14.1 Identifying risk
It might be surprising to learn that there are many varied definitions of risk. A common interpretation is that risk is the likelihood (or probability) that harm will actually be done by the realisation of the hazard. A hazard is the inherent potential for something to cause harm to humans or their environment. A short-hand way of writing this is:
Risk = Hazard × Exposure
Risk is thus the probability or likelihood of being exposed to a hazard. For humans, radiation is a hazard, carbon monoxide is a hazard, mercury pollution in rivers or air is a hazard. Table 5 identifies how these might be registered in general terms.
|Poisoning||Carbon monoxide||Car journeys, domestic fire/boiler|
|Poisoning||Radiation (various types)||Mobile phones, aircraft journeys|
|Poisoning (humans, soils, water, species)||Mercury||Breakage of energy saving light bulbs, improper dumping of computing equipment, gold mining|
A more detailed risk assessment and analysis would develop Table 5 with qualitative and quantitative scores to indicate the level of risk, scale of the hazard and possibility of exposure. However, it is not easy to quantify the probability of risks occurring because of the complexity of many situations, never mind the difficulties of communicating probabilities mathematically (as outlined in this BBC News Magazine article [Tip: hold Ctrl and click a link to open it in a new tab. (Hide tip)] ).

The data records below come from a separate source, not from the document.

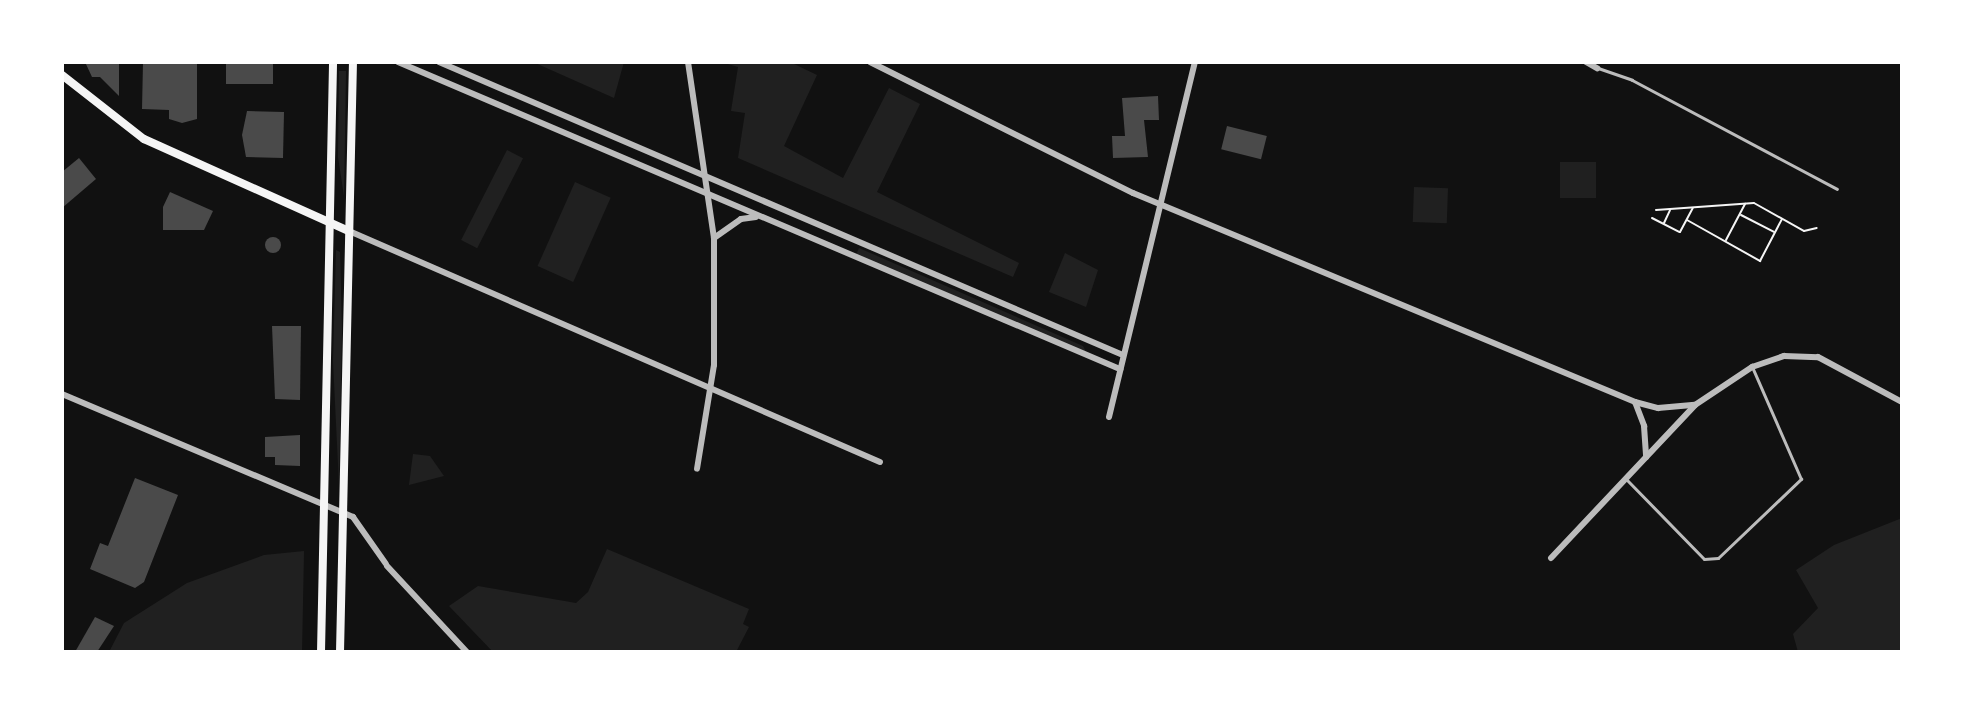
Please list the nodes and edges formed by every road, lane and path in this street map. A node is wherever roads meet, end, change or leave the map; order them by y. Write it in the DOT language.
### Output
graph roads {
  1 [pos="333,62"];
  2 [pos="353,62"];
  3 [pos="398,62"];
  4 [pos="439,62"];
  5 [pos="688,62"];
  6 [pos="870,62"];
  7 [pos="1195,62"];
  8 [pos="1586,62"];
  9 [pos="1597,68"];
  10 [pos="62,75"];
  11 [pos="709,178"];
  12 [pos="1837,189"];
  13 [pos="709,197"];
  14 [pos="763,201"];
  15 [pos="1160,202"];
  16 [pos="1745,204"];
  17 [pos="1694,208"];
  18 [pos="1671,209"];
  19 [pos="1656,210"];
  20 [pos="1740,215"];
  21 [pos="756,217"];
  22 [pos="1652,218"];
  23 [pos="1782,219"];
  24 [pos="1687,220"];
  25 [pos="331,223"];
  26 [pos="1664,224"];
  27 [pos="1817,228"];
  28 [pos="349,231"];
  29 [pos="1775,233"];
  30 [pos="714,238"];
  31 [pos="1725,241"];
  32 [pos="1123,355"];
  33 [pos="1752,367"];
  34 [pos="1120,369"];
  35 [pos="711,389"];
  36 [pos="62,394"];
  37 [pos="1635,402"];
  38 [pos="1902,402"];
  39 [pos="1695,405"];
  40 [pos="1109,417"];
  41 [pos="1646,458"];
  42 [pos="880,462"];
  43 [pos="697,469"];
  44 [pos="1627,480"];
  45 [pos="325,506"];
  46 [pos="344,514"];
  47 [pos="1551,558"];
  48 [pos="321,652"];
  49 [pos="340,652"];
  50 [pos="467,652"];
  1 -- 25 [label="main road"];
  2 -- 28 [label="main road"];
  3 -- 13 [label="street"];
  4 -- 11 [label="street"];
  5 -- 11 [label="street"];
  6 -- 15 [label="street"];
  7 -- 15 [label="street"];
  8 -- 9 [label="street"];
  9 -- 12 [label="lane"];
  10 -- 25 [label="main road"];
  11 -- 13 [label="street"];
  11 -- 14 [label="street"];
  13 -- 21 [label="street"];
  13 -- 30 [label="street"];
  14 -- 21 [label="street"];
  14 -- 32 [label="street"];
  15 -- 32 [label="street"];
  15 -- 37 [label="street"];
  16 -- 17 [label="path"];
  16 -- 20 [label="path"];
  16 -- 23 [label="path"];
  17 -- 18 [label="path"];
  17 -- 24 [label="path"];
  18 -- 19 [label="path"];
  18 -- 26 [label="path"];
  20 -- 29 [label="path"];
  20 -- 31 [label="path"];
  21 -- 30 [label="street"];
  21 -- 34 [label="street"];
  22 -- 26 [label="path"];
  23 -- 27 [label="path"];
  23 -- 29 [label="path"];
  24 -- 26 [label="path"];
  24 -- 31 [label="path"];
  25 -- 28 [label="main road"];
  25 -- 45 [label="main road"];
  28 -- 35 [label="street"];
  28 -- 46 [label="main road"];
  29 -- 31 [label="path"];
  30 -- 35 [label="street"];
  32 -- 34 [label="street"];
  33 -- 38 [label="street"];
  33 -- 39 [label="street"];
  33 -- 44 [label="lane"];
  34 -- 40 [label="street"];
  35 -- 42 [label="street"];
  35 -- 43 [label="street"];
  36 -- 45 [label="street"];
  37 -- 39 [label="street"];
  37 -- 41 [label="street"];
  39 -- 41 [label="street"];
  41 -- 44 [label="street"];
  44 -- 47 [label="street"];
  45 -- 46 [label="street"];
  45 -- 48 [label="main road"];
  46 -- 49 [label="main road"];
  46 -- 50 [label="street"];
}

Just as with systems being ‘observer dependent’, risks are not understood by all or interpreted equally. Risk awareness varies because of different interpretations of hazard and the probability of the hazard occurring. Jumping off a high diving board at a swimming pool may be fun and ‘not risky’ for person A, but person B might be terrified at the thought of so doing. Their perceptions of the risk (the probability of the hazard occurring) are very different.